L-: Jack Hamilton (COO, Mash Direct), Marty Colvin (RD, HSBC) and Lance Hamilton (sales director, Mash Direct)

Mash Direct is investing £10 million in increasing capacity and making its production faciilty more environmentally friendly.

The Northern Irish processed vegetable firm has secured a £10m funding package from HSBC UK which it will use to upgrade its facility in County Down. New solar and wind energy machinery will be installed, along with a wastewater treatment facility, helping to future-proof the business by reducing its carbon footprint and making the overall plant more sustainable.

The company will also boost its potential for growth by adding new production lines to its industrial kitchen in order to produce new dishes and increase production capacity.The business will add a new onion peeler that will free up space in its peeling area, as well as invest in robotics and enterprise-management software.

Mash Direct supplies major supermarket chains including Tesco, Sainsbury's, Asda, Waitrose, Co-op, Aldi, Lidl and Dunnes, and in 2018 its products were also sold in the US for the first time.

There will also be investment in people, with Mash Direct set to hire 12 new staff to support the growth this year. The new roles will range from operations and management to sales, marketing, exports and human resources, and the business is also investing in a training programme to upskill its existing team.

“With growing demand for our range of products at home and abroad, it was essential that we invested in new, environmentally friendly machinery and in the talented, skilled staff we currently have,' said chief operating officerJack Hamilton.

“Improving our carbon footprint is very important to the business and great strides will be made to do this with our investment in new technology.
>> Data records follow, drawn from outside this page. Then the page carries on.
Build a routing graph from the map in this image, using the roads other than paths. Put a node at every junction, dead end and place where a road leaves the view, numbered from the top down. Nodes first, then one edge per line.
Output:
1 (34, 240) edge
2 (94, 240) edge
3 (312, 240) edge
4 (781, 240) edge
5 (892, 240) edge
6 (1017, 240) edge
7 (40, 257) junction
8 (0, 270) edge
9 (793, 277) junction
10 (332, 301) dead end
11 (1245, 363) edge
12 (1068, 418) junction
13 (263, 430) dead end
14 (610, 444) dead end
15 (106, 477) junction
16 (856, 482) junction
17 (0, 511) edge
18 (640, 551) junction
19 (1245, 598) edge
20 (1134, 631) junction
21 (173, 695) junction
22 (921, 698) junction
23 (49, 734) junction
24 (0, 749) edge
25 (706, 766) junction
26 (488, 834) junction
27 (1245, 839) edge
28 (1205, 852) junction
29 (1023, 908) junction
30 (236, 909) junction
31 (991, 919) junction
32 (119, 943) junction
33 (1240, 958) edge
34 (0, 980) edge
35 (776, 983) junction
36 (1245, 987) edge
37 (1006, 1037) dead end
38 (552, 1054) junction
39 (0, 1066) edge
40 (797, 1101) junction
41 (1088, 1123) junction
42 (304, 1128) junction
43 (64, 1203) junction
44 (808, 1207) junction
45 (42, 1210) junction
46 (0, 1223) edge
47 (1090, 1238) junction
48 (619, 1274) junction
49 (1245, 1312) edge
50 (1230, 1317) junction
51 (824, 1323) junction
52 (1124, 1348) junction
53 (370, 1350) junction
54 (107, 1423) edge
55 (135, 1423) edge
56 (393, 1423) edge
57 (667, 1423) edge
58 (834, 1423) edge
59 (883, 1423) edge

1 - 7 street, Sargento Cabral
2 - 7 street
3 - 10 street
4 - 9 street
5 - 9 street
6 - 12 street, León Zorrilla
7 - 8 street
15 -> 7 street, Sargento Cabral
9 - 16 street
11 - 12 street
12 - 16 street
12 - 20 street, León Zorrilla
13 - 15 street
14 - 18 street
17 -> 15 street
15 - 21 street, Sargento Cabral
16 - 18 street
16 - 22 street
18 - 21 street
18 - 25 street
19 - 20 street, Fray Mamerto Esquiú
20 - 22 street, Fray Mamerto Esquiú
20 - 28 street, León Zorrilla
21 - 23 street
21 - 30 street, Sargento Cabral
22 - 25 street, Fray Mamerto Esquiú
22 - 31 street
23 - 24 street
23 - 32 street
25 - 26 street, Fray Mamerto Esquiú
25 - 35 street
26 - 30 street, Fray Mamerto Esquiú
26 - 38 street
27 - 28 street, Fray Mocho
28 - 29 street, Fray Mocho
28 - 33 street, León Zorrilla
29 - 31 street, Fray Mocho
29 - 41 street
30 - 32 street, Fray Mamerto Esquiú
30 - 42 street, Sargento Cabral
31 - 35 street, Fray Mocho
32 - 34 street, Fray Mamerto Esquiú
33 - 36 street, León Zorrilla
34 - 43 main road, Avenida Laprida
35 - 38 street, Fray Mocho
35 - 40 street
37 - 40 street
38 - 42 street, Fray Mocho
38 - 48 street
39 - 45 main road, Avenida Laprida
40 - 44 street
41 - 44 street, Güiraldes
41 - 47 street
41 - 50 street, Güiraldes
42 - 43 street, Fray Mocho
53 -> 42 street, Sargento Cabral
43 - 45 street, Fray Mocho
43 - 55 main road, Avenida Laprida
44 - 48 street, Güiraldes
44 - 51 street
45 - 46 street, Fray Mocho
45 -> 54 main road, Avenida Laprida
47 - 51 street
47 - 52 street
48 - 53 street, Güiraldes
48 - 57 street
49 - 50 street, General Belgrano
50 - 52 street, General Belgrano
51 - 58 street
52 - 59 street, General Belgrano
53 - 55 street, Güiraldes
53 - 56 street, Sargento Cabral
HSBC UK shares our vision for growth and understands our immediate needs as a rapidly scaling SME in the agrifoods sector.”

Allan Wilkinson, head of agrifoods at HSBC UK, said the cash came from the bank's £14 billion national SME fund, which aims toactively support UK businesses to realise their ambitions for growth and navigate Brexit. “Mash Direct is an exciting and ambitious SME operating in a highly competitive and thriving agrifoods sector,' he said. 'The improvements it is making to its farming operations with HSBC UK’s support will stand it in good stead as it aims to grow its market share and meet demand from customers across the UK and overseas.

“Family farms are at the heart of rural communities but with constantly changing agricultural policies, businesses must look at ways to safeguard and improve its business for growth. The most resilient businesses are the ones that look to the future and embrace change, and Jack and his team are certainly doing just that.”